Detailing the development and operational history of the AT-7 (Saxhorn) / 9M115 (Mongrel) Portable Anti-Tank Missile System.  Entry last updated on 5/22/2018. Authored by Staff Writer. Content ©www.MilitaryFactory.com.
The AT-7 "Saxhorn" (officially Russian designation of "9K115 Metis", Metis translating to "Mongrel") was developed to coexist alongside the AT-4 "Spigot" series of portable, anti-tank wire-guided missile systems in the Soviet Army inventory. The AT-4 was a large company level weapon system that was fielded with integrated optics, tripod and a large launch tube for the 9M111/9M111-2 and 9M111M series missiles. The weapon system went on to be used by over 30 counties around the world including many Soviet-friendly parties and was produced in the thousands. The AT-7 maintained much of the appearance of the original AT-4 but introduced a revised missile that was lighter in weight, made to modern specifications and featuring a simplified tripod assembly.

Like other anti-tank weapons of this classification, the AT-7 is operated by two specially trained personnel - one to manage the optics and launcher and the other to reload the launch tube component. In this paired fashion, transporting the AT-7 system is divided between the two personnel and up to four missiles are carried by the group. The AT-7 was traditionally issued to such two-man fire teams at the company level as a part of the Soviet motorized rifle companies, each company to tally some three launchers each.
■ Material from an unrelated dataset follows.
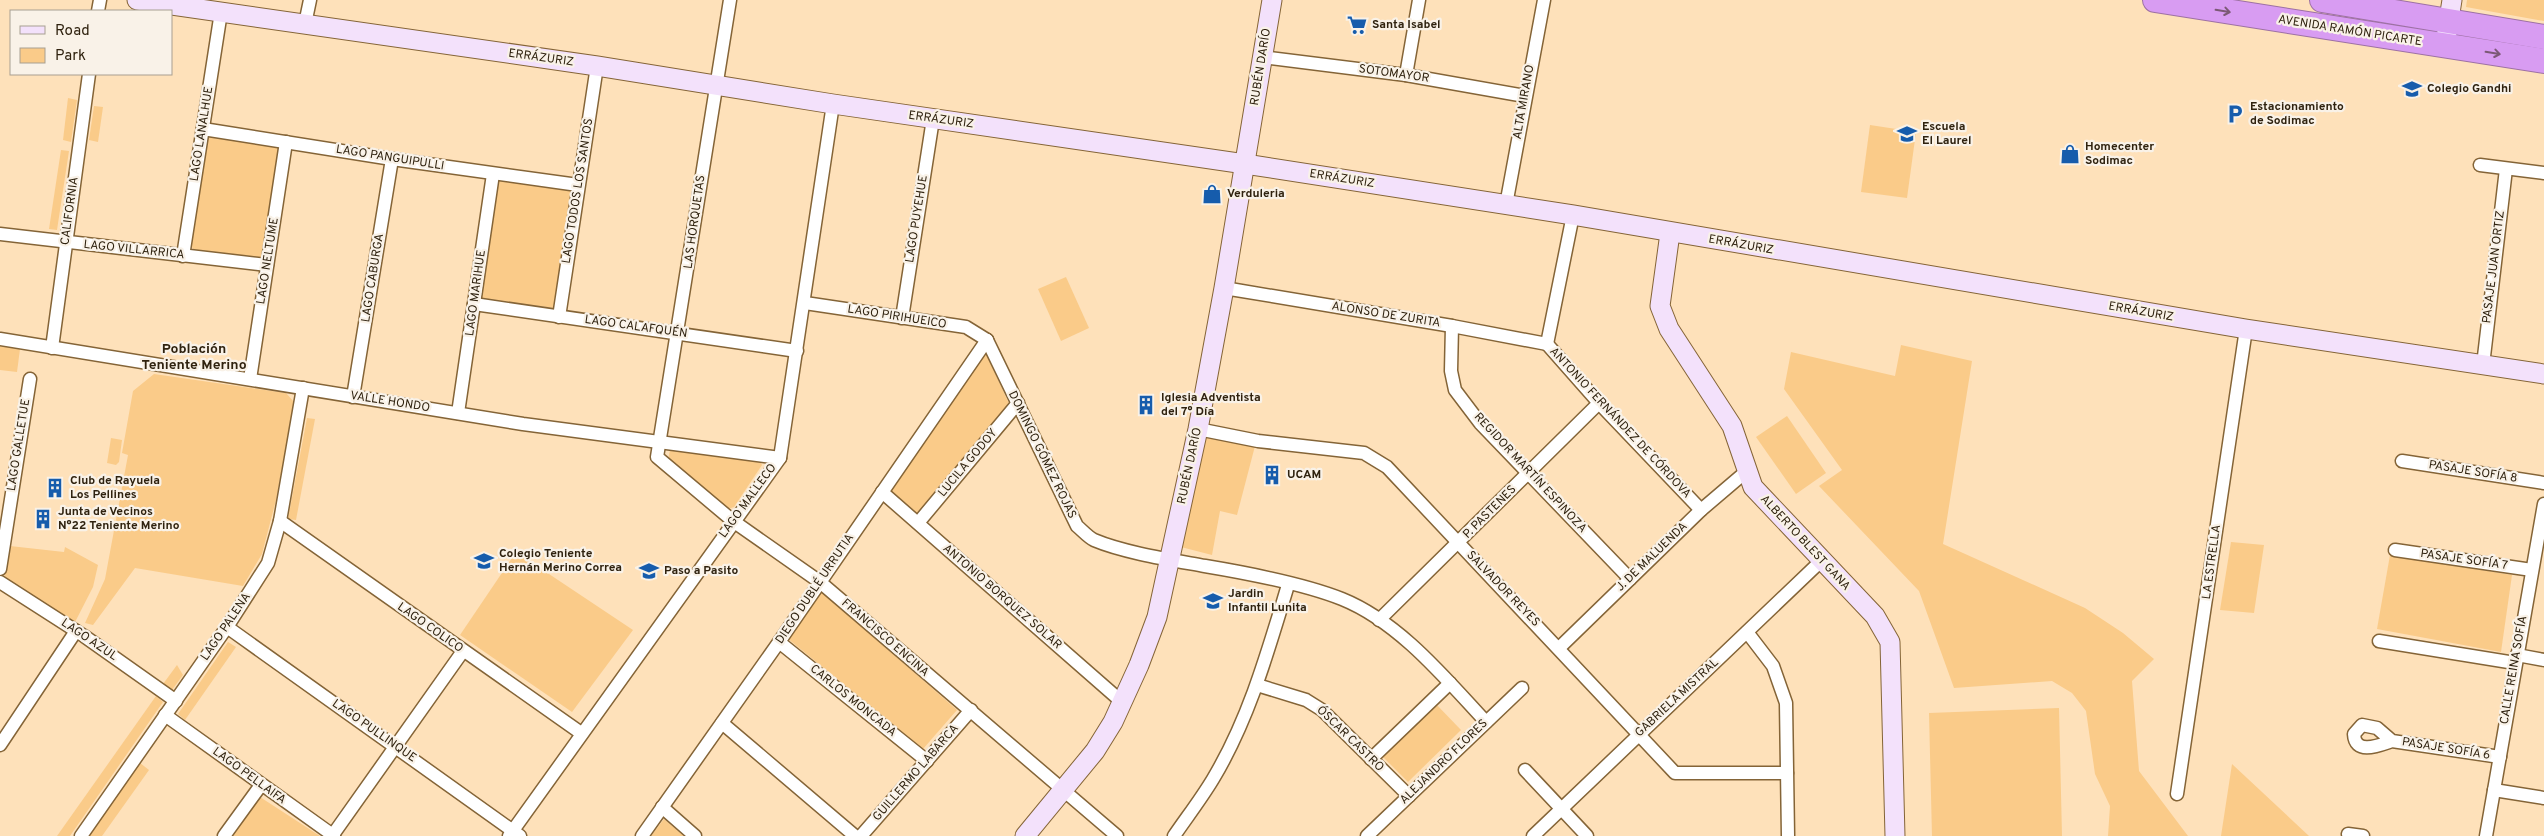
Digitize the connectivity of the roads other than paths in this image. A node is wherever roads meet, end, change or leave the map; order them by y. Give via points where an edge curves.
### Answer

At its core, the AT-7 breaks down into three key components - these being the optics suite, the launch tube and the mount (the latter also known as a launch post). The AT-7 projectile consists of a three-fin stabilized missile that operates initially from a booster before the rocket motor takes over after clearing the launch tube. The missile is then guided along a wire attached from missile to launcher which means that range is somewhat restrictive and line-of-sight on the target is imperative. The missile's warhead is a HEAT (High-Explosive Anti-Tank) shaped charge and weighs in at 5.5lbs. Operational range is approximately 1,000 meters with a 40 meter minimum (the latter for the safety of the firing crew). Despite the standard issue of a tripod with the AT-7 launcher, the system can be fired from the shoulder. The AT-7 launcher can also be utilized in relatively confined spaces with a safety clearance of about six meters directly behind the launcher recognized.

The AT-7 Saxhorn first entered service with the Red Army in 1979 and continues in operation even today. Production has been handled by the KBP Instrument Design Bureau. A newer, modernized version of the Saxhorn - designated as the "AT-13 Saxhorn-2" (known formally as the "9K115-2 Metis-M") - sports a revised missile that is heavier than the original design but features an increased operational range with better penetrative capabilities thanks to its larger warhead. The Saxhorn-2 entered operational service in 1992.

To date, operators of the AT-7 have included (beyond the Soviet/Russian army) Croatia, Hungary, Iran, Moldova, Poland and Syria. Hungary has been known as a producer of the weapon system for interested global parties.